By: Mei Han
Keywords: Azithromycin; Doxycycline; Inflammatory factors; Lung function; Mycoplasmal pneumonia; Stress response
DOI : 10.36721/PJPS.2025.38.6.REG.14009.1
Abstract: The therapeutic approach of combining doxycycline (DOX) with azithromycin (AZM) has emerged as an effective strategy for managing pediatric Mycoplasmal pneumonia (MP), with its clinical efficacy well-established. It is worth noting that both DOX and AZM are antibiotics and require an interval of 24-72 hours when used in combination, but there are few studies on the optimal interval between the two drugs.
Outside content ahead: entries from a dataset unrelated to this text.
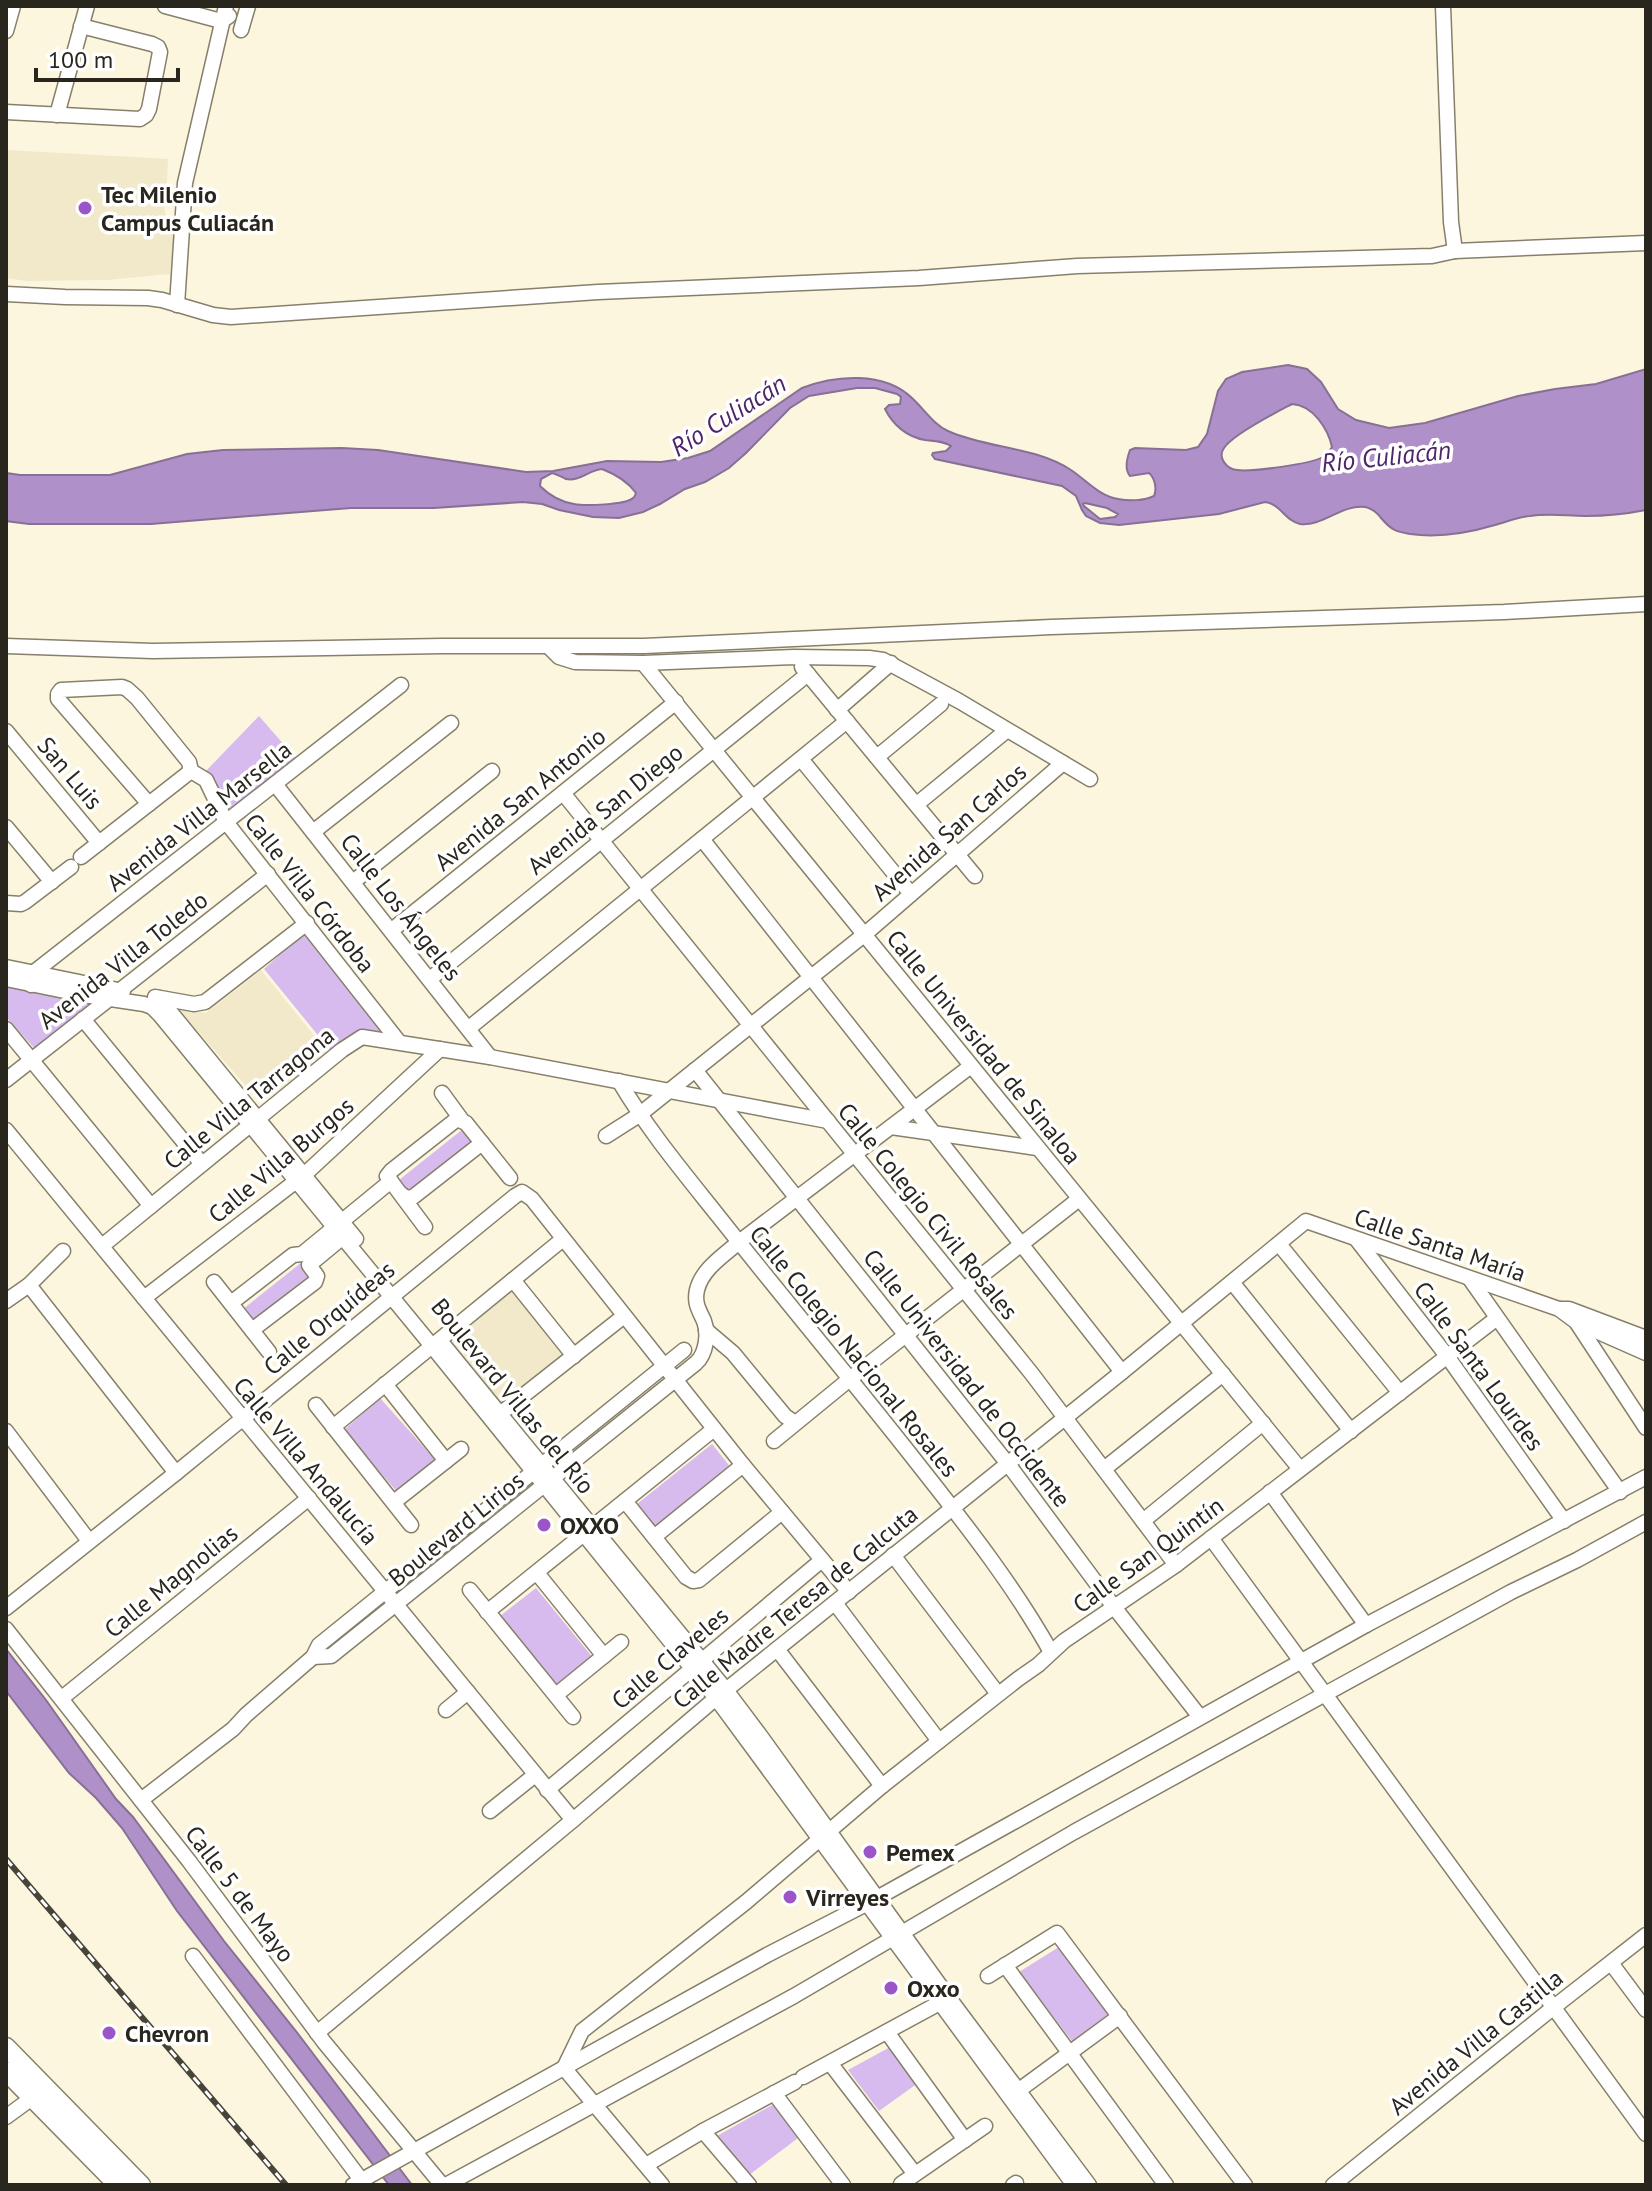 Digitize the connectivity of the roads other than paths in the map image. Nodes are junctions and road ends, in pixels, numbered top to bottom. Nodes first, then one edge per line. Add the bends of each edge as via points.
1 (13, 6) edge
2 (87, 6) edge
3 (165, 6) edge
4 (1443, 6) edge
5 (232, 11) edge
6 (81, 26) junction
7 (241, 30) dead end
8 (6, 31) edge
9 (6, 112) edge
10 (57, 115) junction
11 (1646, 243) edge
12 (1455, 251) junction
13 (6, 294) edge
14 (177, 305) junction
15 (1646, 604) edge
16 (6, 646) edge
17 (549, 647) junction
18 (794, 657) junction
19 (643, 663) junction
20 (891, 663) junction
21 (808, 674) junction
22 (401, 685) dead end
23 (676, 702) junction
24 (941, 704) dead end
25 (842, 715) junction
26 (451, 723) dead end
27 (6, 731) edge
28 (1006, 731) junction
29 (715, 749) junction
30 (877, 757) junction
31 (801, 759) junction
32 (1063, 763) junction
33 (191, 771) junction
34 (492, 771) dead end
35 (1090, 779) dead end
36 (275, 784) junction
37 (563, 793) junction
38 (754, 797) junction
39 (149, 804) junction
40 (917, 804) junction
41 (226, 822) junction
42 (6, 827) edge
43 (313, 832) junction
44 (702, 839) junction
45 (602, 840) junction
46 (99, 843) junction
47 (957, 854) junction
48 (268, 874) junction
49 (975, 876) dead end
50 (52, 882) junction
51 (353, 882) junction
52 (641, 888) junction
53 (911, 894) junction
54 (6, 903) edge
55 (307, 923) junction
56 (392, 930) junction
57 (865, 934) junction
58 (6, 967) edge
59 (811, 977) junction
60 (6, 979) edge
61 (32, 979) junction
62 (430, 979) junction
63 (114, 994) junction
64 (159, 998) junction
65 (83, 1019) junction
66 (751, 1025) junction
67 (469, 1028) junction
68 (6, 1029) edge
69 (399, 1042) junction
70 (440, 1049) junction
71 (490, 1057) junction
72 (31, 1060) junction
73 (971, 1066) junction
74 (695, 1070) junction
75 (6, 1080) edge
76 (619, 1081) junction
77 (670, 1090) junction
78 (442, 1093) dead end
79 (721, 1101) junction
80 (915, 1109) junction
81 (639, 1115) junction
82 (457, 1121) junction
83 (828, 1121) junction
84 (254, 1122) junction
85 (891, 1127) junction
86 (6, 1130) edge
87 (935, 1133) junction
88 (606, 1136) dead end
89 (482, 1143) junction
90 (1037, 1148) junction
91 (855, 1154) junction
92 (202, 1164) junction
93 (300, 1178) junction
94 (510, 1178) dead end
95 (391, 1181) junction
96 (401, 1194) junction
97 (797, 1198) junction
98 (1079, 1199) junction
99 (151, 1206) junction
100 (1306, 1221) joint
101 (425, 1227) dead end
102 (342, 1229) junction
103 (563, 1239) junction
104 (1357, 1239) junction
105 (739, 1242) junction
106 (1021, 1244) junction
107 (1279, 1244) junction
108 (102, 1246) junction
109 (63, 1251) dead end
110 (305, 1260) junction
111 (1470, 1279) junction
112 (513, 1280) junction
113 (214, 1282) dead end
114 (1232, 1282) junction
115 (29, 1285) junction
116 (963, 1289) junction
117 (394, 1293) junction
118 (144, 1298) junction
119 (6, 1301) edge
120 (231, 1303) junction
121 (1564, 1309) junction
122 (624, 1316) junction
123 (1497, 1318) junction
124 (1578, 1323) junction
125 (1181, 1324) junction
126 (252, 1330) junction
127 (706, 1330) junction
128 (906, 1334) junction
129 (1646, 1338) edge
130 (436, 1343) junction
131 (684, 1350) dead end
132 (269, 1352) dead end
133 (1646, 1353) edge
134 (574, 1356) junction
135 (1447, 1356) junction
136 (664, 1366) junction
137 (1122, 1372) junction
138 (1223, 1374) junction
139 (851, 1378) junction
140 (675, 1379) junction
141 (385, 1384) junction
142 (1400, 1393) junction
143 (316, 1405) dead end
144 (500, 1414) junction
145 (1066, 1417) junction
146 (243, 1419) junction
147 (795, 1423) junction
148 (1263, 1423) junction
149 (333, 1427) junction
150 (1646, 1428) edge
151 (714, 1429) junction
152 (6, 1431) edge
153 (1351, 1431) junction
154 (774, 1441) dead end
155 (461, 1449) dead end
156 (446, 1461) junction
157 (1008, 1464) junction
158 (743, 1465) junction
159 (537, 1469) junction
160 (1104, 1469) junction
161 (1300, 1469) junction
162 (176, 1473) junction
163 (1646, 1477) edge
164 (548, 1482) junction
165 (1270, 1492) junction
166 (1620, 1492) junction
167 (309, 1498) junction
168 (625, 1501) junction
169 (394, 1502) junction
170 (952, 1508) junction
171 (782, 1512) junction
172 (1143, 1521) junction
173 (1564, 1521) junction
174 (1646, 1522) edge
175 (411, 1525) dead end
176 (588, 1531) junction
177 (654, 1537) junction
178 (1211, 1538) junction
179 (89, 1541) junction
180 (893, 1555) junction
181 (822, 1560) junction
182 (1176, 1565) junction
183 (537, 1573) junction
184 (470, 1590) dead end
185 (385, 1591) junction
186 (849, 1592) junction
187 (835, 1603) junction
188 (396, 1605) junction
189 (1114, 1607) junction
190 (6, 1608) edge
191 (487, 1612) junction
192 (1366, 1625) junction
193 (6, 1629) edge
194 (621, 1642) dead end
195 (777, 1649) junction
196 (1051, 1652) junction
197 (604, 1656) junction
198 (313, 1657) junction
199 (1303, 1662) junction
200 (697, 1665) junction
201 (468, 1692) junction
202 (721, 1694) junction
203 (998, 1694) junction
204 (1324, 1694) junction
205 (556, 1695) junction
206 (62, 1698) junction
207 (446, 1710) dead end
208 (573, 1717) dead end
209 (1200, 1717) junction
210 (939, 1741) junction
211 (535, 1775) junction
212 (882, 1786) junction
213 (547, 1790) junction
214 (141, 1800) junction
215 (490, 1811) dead end
216 (573, 1820) junction
217 (824, 1835) junction
218 (873, 1900) junction
219 (897, 1935) junction
220 (1646, 1935) edge
221 (193, 1956) dead end
222 (1611, 1963) junction
223 (1005, 1965) junction
224 (988, 1976) dead end
225 (947, 2004) junction
226 (1554, 2007) junction
227 (1646, 2010) edge
228 (1120, 2016) junction
229 (317, 2033) junction
230 (889, 2034) junction
231 (6, 2047) edge
232 (1070, 2052) junction
233 (830, 2063) junction
234 (564, 2068) junction
235 (6, 2071) edge
236 (774, 2093) junction
237 (1014, 2094) junction
238 (32, 2098) junction
239 (594, 2105) junction
240 (6, 2117) edge
241 (985, 2126) dead end
242 (703, 2131) junction
243 (1646, 2134) edge
244 (965, 2140) junction
245 (409, 2153) junction
246 (646, 2165) junction
247 (915, 2174) junction
248 (361, 2182) edge
249 (1239, 2183) edge
250 (901, 2184) edge
251 (118, 2185) edge
252 (141, 2185) edge
253 (444, 2185) edge
254 (662, 2185) edge
255 (749, 2185) edge
256 (843, 2185) edge
257 (1074, 2185) edge
258 (1089, 2185) edge
259 (1166, 2185) edge
260 (1333, 2185) edge

1 - 8 street
2 - 6 street
3 - 5 street
4 - 12 street
5 - 7 street
5 - 14 street via 185,183
6 - 10 street
6 - 10 street via 158,47 149,109 140,119
9 - 10 street
11 - 12 street
12 - 14 street via 1432,256 1077,266 231,317
13 - 14 street via 148,298
15 - 17 street
16 - 17 street via 153,651
17 - 19 street via 566,661
18 - 19 street
18 - 20 street
18 - 21 street
19 - 23 street, Calle Universidad de Sinaloa
20 - 25 street
20 - 28 street
21 - 25 street
21 - 29 street, Avenida San Diego
22 - 36 street, Avenida Villa Marsella
23 - 29 street, Calle Universidad de Sinaloa
23 - 37 street, Avenida San Antonio
24 - 30 street
25 - 30 street
25 - 31 street
26 - 43 street
27 - 46 street, San Luis
28 - 32 street
28 - 40 street
29 - 38 street, Calle Universidad de Sinaloa
29 - 45 street, Avenida San Diego
30 - 40 street
31 - 38 street
31 - 53 street
32 - 35 street
32 - 47 street, Avenida San Carlos
33 - 39 street
33 - 39 street, Calle Villa Córdoba via 127,689 61,690 62,705
33 - 41 street, Calle Villa Córdoba via 206,780
34 - 51 street
36 - 41 street, Avenida Villa Marsella
36 - 43 street, Calle Los Ángeles
37 - 45 street, Calle Colegio Civil Rosales
37 - 56 street, Avenida San Antonio
38 - 44 street
38 - 57 street, Calle Universidad de Sinaloa
39 - 46 street
40 - 47 street
41 - 48 street, Calle Villa Córdoba
41 - 61 street, Avenida Villa Marsella
42 - 50 street
43 - 51 street, Calle Los Ángeles
44 - 52 street
44 - 59 street
45 - 52 street, Calle Colegio Civil Rosales
45 - 62 street, Avenida San Diego
46 - 50 street
47 - 49 street
47 - 53 street, Avenida San Carlos
48 - 55 street, Calle Villa Córdoba
48 - 63 street, Avenida Villa Toledo
50 - 54 street via 25,902
51 - 56 street, Calle Los Ángeles
52 - 66 street, Calle Colegio Civil Rosales
52 - 67 street
53 - 57 street, Avenida San Carlos
55 - 64 street via 205,1002
55 - 69 street, Calle Villa Córdoba
56 - 62 street, Calle Los Ángeles
57 - 59 street, Avenida San Carlos
57 - 73 street, Calle Universidad de Sinaloa
58 - 61 street, Boulevard Villas del Río
59 - 66 street, Avenida San Carlos
59 - 80 street
60 - 61 street, Boulevard Villas del Río
61 - 63 street, Boulevard Villas del Río
62 - 67 street, Calle Los Ángeles
63 - 64 street, Boulevard Villas del Río
63 - 65 street, Avenida Villa Toledo
63 - 84 street, Boulevard Villas del Río via 152,1007
64 - 84 street, Boulevard Villas del Río
65 - 72 street, Avenida Villa Toledo
65 - 92 street
66 - 74 street, Avenida San Carlos
66 - 83 street, Calle Colegio Civil Rosales
67 - 71 street, Calle Los Ángeles
68 - 72 street
69 - 70 street, Calle Villa Tarragona
69 - 84 street, Calle Villa Tarragona via 358,1038
70 - 71 street, Calle Villa Tarragona
70 - 93 street, Calle Villa Burgos
71 - 76 street, Calle Villa Tarragona
72 - 75 street, Avenida Villa Toledo
72 - 99 street
73 - 80 street
73 - 90 street, Calle Universidad de Sinaloa
74 - 77 street, Avenida San Carlos
74 - 79 street, Calle Universidad de Occidente
76 - 77 street, Calle Villa Tarragona
76 - 81 street, Calle Colegio Nacional Rosales
77 - 79 street, Calle Villa Tarragona
77 - 81 street, Avenida San Carlos
78 - 82 street
79 - 83 street, Calle Villa Tarragona
79 - 97 street, Calle Universidad de Occidente
80 - 85 street
80 - 87 street
81 - 88 street, Avenida San Carlos
81 - 105 street, Calle Colegio Nacional Rosales
82 - 89 street
82 - 95 street via 391,1171
83 - 91 street, Calle Colegio Civil Rosales
84 - 92 street, Calle Villa Tarragona
84 - 93 street, Boulevard Villas del Río
85 - 87 street
85 - 91 street
86 - 108 street, Calle Villa Andalucía
87 - 90 street
87 - 106 street
89 - 94 street
89 - 96 street via 413,1197
90 - 98 street, Calle Universidad de Sinaloa
91 - 97 street
91 - 116 street, Calle Colegio Civil Rosales
92 - 99 street, Calle Villa Tarragona
93 - 102 street, Boulevard Villas del Río
93 - 118 street, Calle Villa Burgos
95 - 96 street
95 - 102 street
96 - 101 street
97 - 105 street
97 - 128 street, Calle Universidad de Occidente
98 - 106 street
98 - 125 street, Calle Universidad de Sinaloa
99 - 108 street, Calle Villa Tarragona
100 - 104 street, Calle Santa María
100 - 107 street, Calle Madre Teresa de Calcuta
102 - 110 street
102 - 117 street, Boulevard Villas del Río
103 - 112 street
103 - 117 street, Calle Orquídeas via 532,1199 517,1194
103 - 122 street
104 - 111 street, Calle Santa María
104 - 135 street, Calle Santa Lourdes
105 - 127 street via 698,1286 696,1307
105 - 139 street, Calle Colegio Nacional Rosales
106 - 116 street
106 - 137 street
107 - 114 street, Calle Madre Teresa de Calcuta
107 - 142 street
108 - 118 street, Calle Villa Andalucía
109 - 115 street
110 - 120 street via 293,1255
110 - 126 street via 317,1276 315,1282
111 - 121 street, Calle Santa María
111 - 123 street
112 - 130 street
112 - 134 street
113 - 120 street
114 - 125 street, Calle Madre Teresa de Calcuta
114 - 153 street
115 - 119 street
115 - 162 street
116 - 128 street
116 - 145 street, Calle Colegio Civil Rosales
117 - 130 street, Boulevard Villas del Río
117 - 146 street, Calle Orquídeas
118 - 146 street, Calle Villa Andalucía
120 - 126 street
121 - 124 street
121 - 129 street, Calle Santa María
122 - 134 street
122 - 136 street
123 - 135 street, Calle San Quintín
123 - 166 street
124 - 133 street
124 - 150 street
125 - 137 street, Calle Madre Teresa de Calcuta
125 - 138 street, Calle Universidad de Sinaloa
126 - 132 street
127 - 140 street, Boulevard Lirios via 702,1358
127 - 147 street
128 - 139 street
128 - 157 street, Calle Universidad de Occidente
130 - 141 street
130 - 144 street, Boulevard Villas del Río
130 - 159 street, Boulevard Villas del Río
131 - 136 street, Boulevard Lirios
134 - 144 street
135 - 142 street, Calle San Quintín
135 - 173 street, Calle Santa Lourdes
136 - 140 street
136 - 159 street, Boulevard Lirios
137 - 145 street, Calle Madre Teresa de Calcuta
138 - 148 street, Calle Universidad de Sinaloa
138 - 160 street
139 - 147 street
139 - 170 street, Calle Colegio Nacional Rosales
140 - 151 street
140 - 164 street, Boulevard Lirios
141 - 149 street
141 - 156 street
142 - 153 street, Calle San Quintín
143 - 149 street
144 - 159 street, Boulevard Villas del Río
145 - 157 street, Calle Madre Teresa de Calcuta
145 - 160 street, Calle Colegio Civil Rosales
146 - 162 street, Calle Orquídeas
146 - 167 street, Calle Villa Andalucía
147 - 154 street
148 - 161 street, Calle Universidad de Sinaloa
148 - 172 street
149 - 169 street
151 - 158 street
151 - 168 street
152 - 179 street
153 - 161 street, Calle San Quintín
155 - 156 street
156 - 169 street
157 - 170 street, Calle Madre Teresa de Calcuta
157 - 189 street, Calle Universidad de Occidente
158 - 171 street
158 - 177 street
159 - 164 street, Boulevard Villas del Río
159 - 185 street, Boulevard Lirios
160 - 172 street, Calle Colegio Civil Rosales
161 - 165 street, Calle San Quintín
162 - 179 street, Calle Orquídeas
163 - 166 street
164 - 176 street, Boulevard Villas del Río
164 - 188 street, Boulevard Lirios
165 - 178 street, Calle San Quintín
165 - 192 street
166 - 173 street
167 - 185 street, Calle Villa Andalucía
167 - 206 street, Calle Magnolias
168 - 176 street
168 - 177 street
169 - 175 street
170 - 180 street, Calle Madre Teresa de Calcuta
170 - 196 street, Calle Colegio Nacional Rosales
171 - 177 street via 699,1580 686,1577
171 - 181 street
172 - 182 street, Calle Colegio Civil Rosales
173 - 192 street
174 - 204 street
176 - 183 street
176 - 200 street, Boulevard Villas del Río
178 - 182 street, Calle San Quintín
178 - 199 street
179 - 190 street, Calle Orquídeas
180 - 186 street, Calle Madre Teresa de Calcuta
180 - 203 street
181 - 186 street
181 - 200 street, Calle Claveles
182 - 189 street, Calle San Quintín
183 - 191 street
183 - 197 street
184 - 191 street
185 - 188 street, Calle Villa Andalucía
185 - 198 street, Boulevard Lirios via 319,1645
186 - 187 street, Calle Madre Teresa de Calcuta
187 - 195 street, Calle Madre Teresa de Calcuta
187 - 210 street
188 - 198 street, Boulevard Lirios via 331,1656
188 - 201 street, Calle Villa Andalucía
189 - 196 street, Calle San Quintín
189 - 209 street, Calle Universidad de Occidente
191 - 205 street
192 - 199 street
193 - 206 street, Calle 5 de Mayo
194 - 197 street
195 - 202 street, Calle Madre Teresa de Calcuta
195 - 212 street
196 - 203 street, Calle San Quintín
197 - 205 street
198 - 214 street, Boulevard Lirios via 233,1729
199 - 204 street
199 - 209 street
200 - 202 street, Boulevard Villas del Río
200 - 213 street, Calle Claveles
201 - 207 street
201 - 211 street, Calle Villa Andalucía
202 - 216 street, Calle Madre Teresa de Calcuta
202 - 217 street, Boulevard Villas del Río
203 - 210 street, Calle San Quintín
204 - 219 street
204 - 226 street
205 - 208 street
206 - 214 street, Calle 5 de Mayo
209 - 218 street
210 - 212 street, Calle San Quintín
211 - 213 street, Calle Villa Andalucía
211 - 215 street
212 - 217 street, Calle San Quintín
213 - 216 street, Calle Villa Andalucía
214 - 229 street, Calle 5 de Mayo
216 - 229 street, Calle Madre Teresa de Calcuta
217 - 218 street, Boulevard Villas del Río
217 - 234 street, Calle San Quintín via 582,2031
218 - 219 street, Boulevard Villas del Río
218 - 234 street
219 - 225 street, Boulevard Villas del Río
219 - 239 street
220 - 222 street, Avenida Villa Castilla
221 - 248 street
222 - 226 street, Avenida Villa Castilla
222 - 227 street
223 - 224 street
223 - 228 street via 1057,1933
223 - 232 street
225 - 230 street
225 - 237 street, Boulevard Villas del Río
226 - 243 street
226 - 260 street, Avenida Villa Castilla
228 - 232 street
228 - 249 street
229 - 245 street, Calle 5 de Mayo
230 - 233 street
230 - 244 street
231 - 252 main road
232 - 237 street
232 - 259 street
233 - 236 street
233 - 247 street
234 - 239 street
234 - 245 street
235 - 238 main road
236 - 242 street
236 - 256 street
237 - 257 street, Boulevard Villas del Río
237 - 258 street, Boulevard Villas del Río
238 - 240 street
238 - 251 main road
239 - 246 street
239 - 253 street
241 - 244 street
242 - 246 street
242 - 255 street
244 - 247 street
245 - 248 street
245 - 253 street, Calle 5 de Mayo
246 - 254 street
247 - 250 street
This study aimed to elucidate the differential outcomes of two treatment regimens. The short-term group received DOX in combination with AZM within 24-72 hours after AZM administration for MP treatment, while the long-term group initiated DOX therapy more than 72 hours after AZM treatment. Our findings indicated that there were no statistically significant differences in clinical efficacy and the impact on pediatric pulmonary function between the two groups (P>0.05). However, the time for symptom improvement in the short-term group was significantly shortened (P<0.05), while the long-term group exhibited lower inflammatory responses, stress responses and a reduced incidence of complications (P<0.05). In conclusion, initiating DOX within 72 hours after AZM treatment can expedite the treatment course of MP, while using DOX more than 72 hours after AZM treatment confers enhanced safety.